Scan the lines below for "Pakurikatu" and copy the matches.

**Stored data**:
++++++

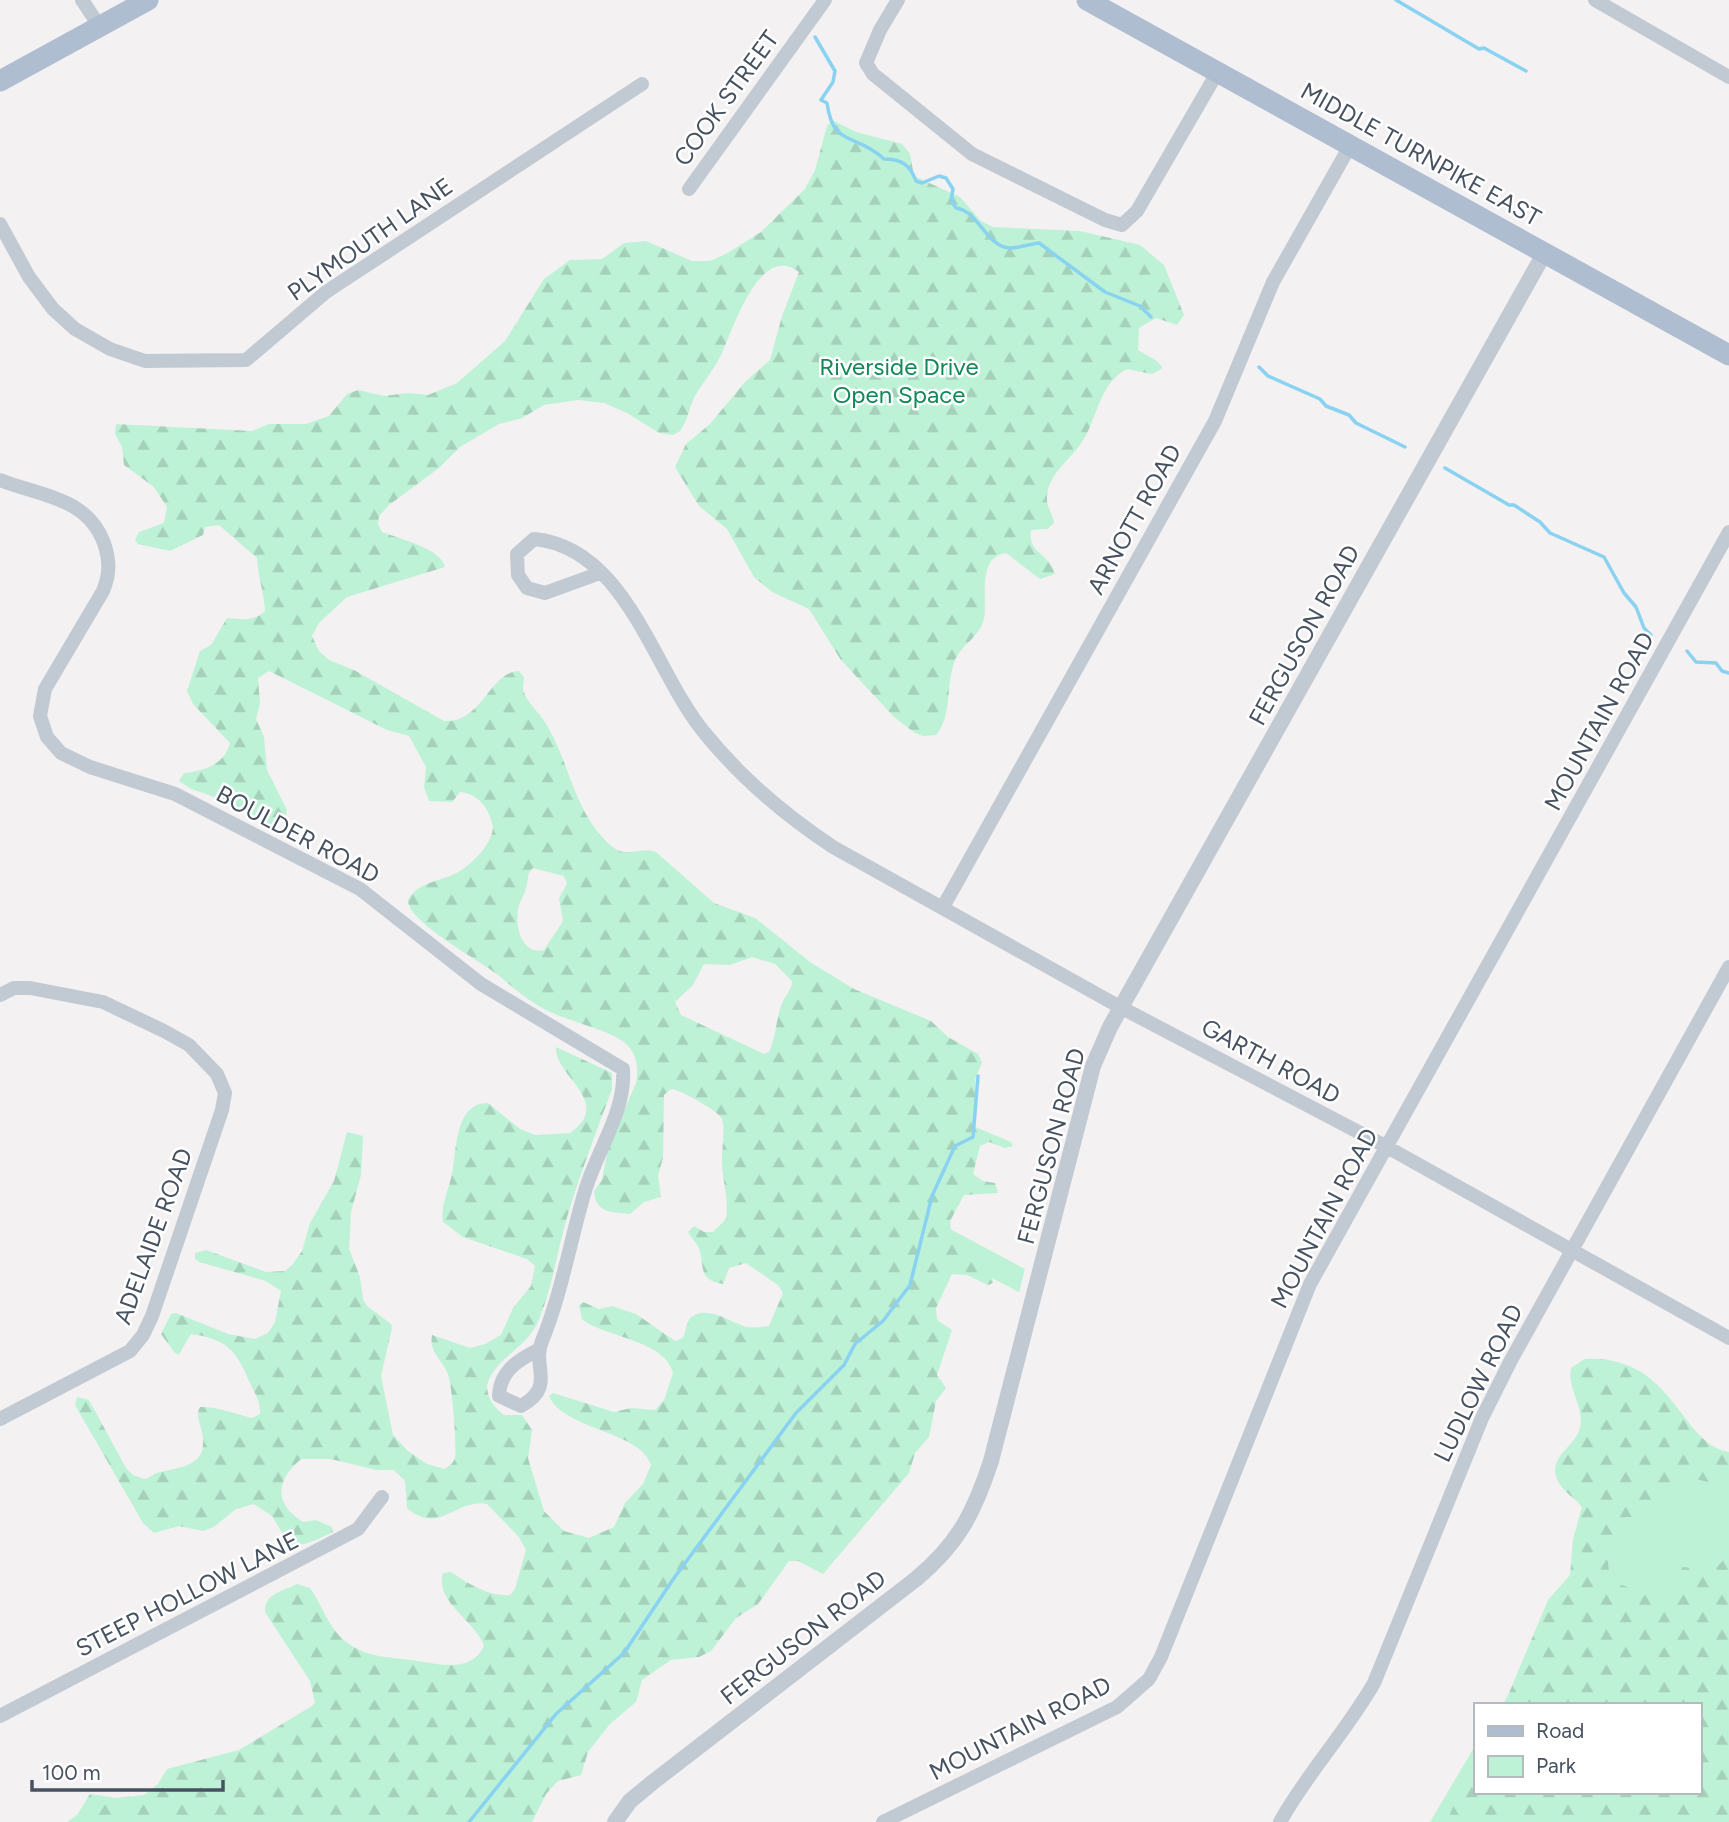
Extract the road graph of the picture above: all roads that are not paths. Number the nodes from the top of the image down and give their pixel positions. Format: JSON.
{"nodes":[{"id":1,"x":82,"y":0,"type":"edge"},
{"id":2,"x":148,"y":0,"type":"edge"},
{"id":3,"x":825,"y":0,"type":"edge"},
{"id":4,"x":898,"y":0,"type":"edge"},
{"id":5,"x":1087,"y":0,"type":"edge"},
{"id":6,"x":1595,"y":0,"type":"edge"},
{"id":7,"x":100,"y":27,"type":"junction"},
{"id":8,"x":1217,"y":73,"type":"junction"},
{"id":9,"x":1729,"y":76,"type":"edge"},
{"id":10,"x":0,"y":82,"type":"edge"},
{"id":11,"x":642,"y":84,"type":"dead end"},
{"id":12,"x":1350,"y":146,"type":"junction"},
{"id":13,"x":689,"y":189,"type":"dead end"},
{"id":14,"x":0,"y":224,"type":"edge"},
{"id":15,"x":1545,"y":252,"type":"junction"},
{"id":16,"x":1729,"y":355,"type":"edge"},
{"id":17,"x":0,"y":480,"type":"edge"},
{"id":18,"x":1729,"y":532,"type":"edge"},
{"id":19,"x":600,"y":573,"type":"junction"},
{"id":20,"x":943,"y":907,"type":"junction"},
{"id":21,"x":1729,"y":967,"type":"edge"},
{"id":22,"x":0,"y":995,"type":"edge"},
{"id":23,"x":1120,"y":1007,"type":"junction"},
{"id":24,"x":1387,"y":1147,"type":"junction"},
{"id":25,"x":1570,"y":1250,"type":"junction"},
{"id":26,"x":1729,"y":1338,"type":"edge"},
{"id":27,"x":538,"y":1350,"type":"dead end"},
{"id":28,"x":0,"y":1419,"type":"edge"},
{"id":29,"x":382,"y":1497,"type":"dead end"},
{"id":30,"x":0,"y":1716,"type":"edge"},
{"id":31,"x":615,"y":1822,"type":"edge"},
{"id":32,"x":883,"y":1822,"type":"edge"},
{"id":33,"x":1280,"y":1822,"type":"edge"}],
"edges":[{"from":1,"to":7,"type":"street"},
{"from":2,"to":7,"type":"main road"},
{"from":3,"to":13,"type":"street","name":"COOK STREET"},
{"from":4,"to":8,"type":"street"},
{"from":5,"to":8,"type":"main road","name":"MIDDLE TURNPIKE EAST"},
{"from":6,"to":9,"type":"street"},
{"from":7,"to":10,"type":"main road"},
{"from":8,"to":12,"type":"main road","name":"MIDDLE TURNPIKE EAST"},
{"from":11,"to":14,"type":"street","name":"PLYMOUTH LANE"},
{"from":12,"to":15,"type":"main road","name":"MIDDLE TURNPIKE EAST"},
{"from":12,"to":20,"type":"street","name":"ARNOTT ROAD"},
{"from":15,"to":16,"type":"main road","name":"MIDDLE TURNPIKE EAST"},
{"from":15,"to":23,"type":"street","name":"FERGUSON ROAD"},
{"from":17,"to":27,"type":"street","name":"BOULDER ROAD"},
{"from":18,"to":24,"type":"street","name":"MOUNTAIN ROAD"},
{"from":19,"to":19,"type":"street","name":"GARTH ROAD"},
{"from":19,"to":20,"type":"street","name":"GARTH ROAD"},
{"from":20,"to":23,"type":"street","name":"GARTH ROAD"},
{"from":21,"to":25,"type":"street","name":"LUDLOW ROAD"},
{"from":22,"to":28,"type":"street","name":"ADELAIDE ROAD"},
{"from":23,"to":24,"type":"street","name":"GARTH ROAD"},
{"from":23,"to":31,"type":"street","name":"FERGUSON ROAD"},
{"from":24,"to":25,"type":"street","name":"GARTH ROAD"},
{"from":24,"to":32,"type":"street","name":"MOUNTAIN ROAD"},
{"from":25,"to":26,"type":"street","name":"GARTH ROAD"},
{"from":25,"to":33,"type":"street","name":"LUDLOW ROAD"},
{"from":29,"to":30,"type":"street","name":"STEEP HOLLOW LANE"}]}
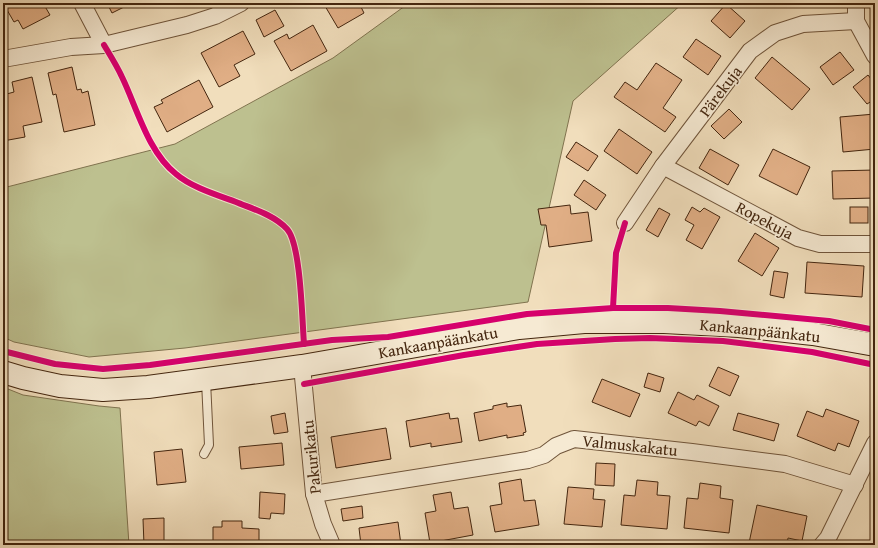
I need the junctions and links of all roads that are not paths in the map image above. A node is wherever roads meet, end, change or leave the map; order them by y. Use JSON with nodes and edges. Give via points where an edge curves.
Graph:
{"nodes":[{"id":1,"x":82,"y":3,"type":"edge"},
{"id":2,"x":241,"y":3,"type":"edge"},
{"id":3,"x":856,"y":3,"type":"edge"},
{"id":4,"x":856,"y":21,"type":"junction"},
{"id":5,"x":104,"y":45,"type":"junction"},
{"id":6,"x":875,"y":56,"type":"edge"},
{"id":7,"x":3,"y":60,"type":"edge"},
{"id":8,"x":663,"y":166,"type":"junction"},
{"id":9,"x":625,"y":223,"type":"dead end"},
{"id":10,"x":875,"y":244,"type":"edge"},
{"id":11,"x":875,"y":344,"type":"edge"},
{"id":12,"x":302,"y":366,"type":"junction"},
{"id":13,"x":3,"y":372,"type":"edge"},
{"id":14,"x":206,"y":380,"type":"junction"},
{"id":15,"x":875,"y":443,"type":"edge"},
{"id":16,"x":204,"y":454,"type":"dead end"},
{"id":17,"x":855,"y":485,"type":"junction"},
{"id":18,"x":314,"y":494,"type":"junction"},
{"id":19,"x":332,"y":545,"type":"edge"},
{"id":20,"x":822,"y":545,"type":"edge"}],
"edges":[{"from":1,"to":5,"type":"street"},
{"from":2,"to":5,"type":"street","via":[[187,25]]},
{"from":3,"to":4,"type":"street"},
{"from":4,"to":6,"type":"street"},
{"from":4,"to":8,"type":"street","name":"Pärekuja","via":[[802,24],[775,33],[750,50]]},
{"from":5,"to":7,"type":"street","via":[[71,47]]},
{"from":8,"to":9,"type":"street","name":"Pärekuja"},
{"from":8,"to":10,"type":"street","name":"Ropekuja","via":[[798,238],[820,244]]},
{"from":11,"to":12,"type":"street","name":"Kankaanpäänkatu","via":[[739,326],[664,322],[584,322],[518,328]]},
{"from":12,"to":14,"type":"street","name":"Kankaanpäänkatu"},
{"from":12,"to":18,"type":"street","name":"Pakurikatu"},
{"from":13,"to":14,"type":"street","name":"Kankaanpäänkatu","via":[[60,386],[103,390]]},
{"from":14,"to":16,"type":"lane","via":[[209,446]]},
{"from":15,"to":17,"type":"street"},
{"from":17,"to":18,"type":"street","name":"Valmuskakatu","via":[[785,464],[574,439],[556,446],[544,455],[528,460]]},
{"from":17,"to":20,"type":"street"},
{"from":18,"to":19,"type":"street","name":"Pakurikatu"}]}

++++++

**COMPLETED TASK**:
{"from":12,"to":18,"type":"street","name":"Pakurikatu"},
{"from":18,"to":19,"type":"street","name":"Pakurikatu"}]}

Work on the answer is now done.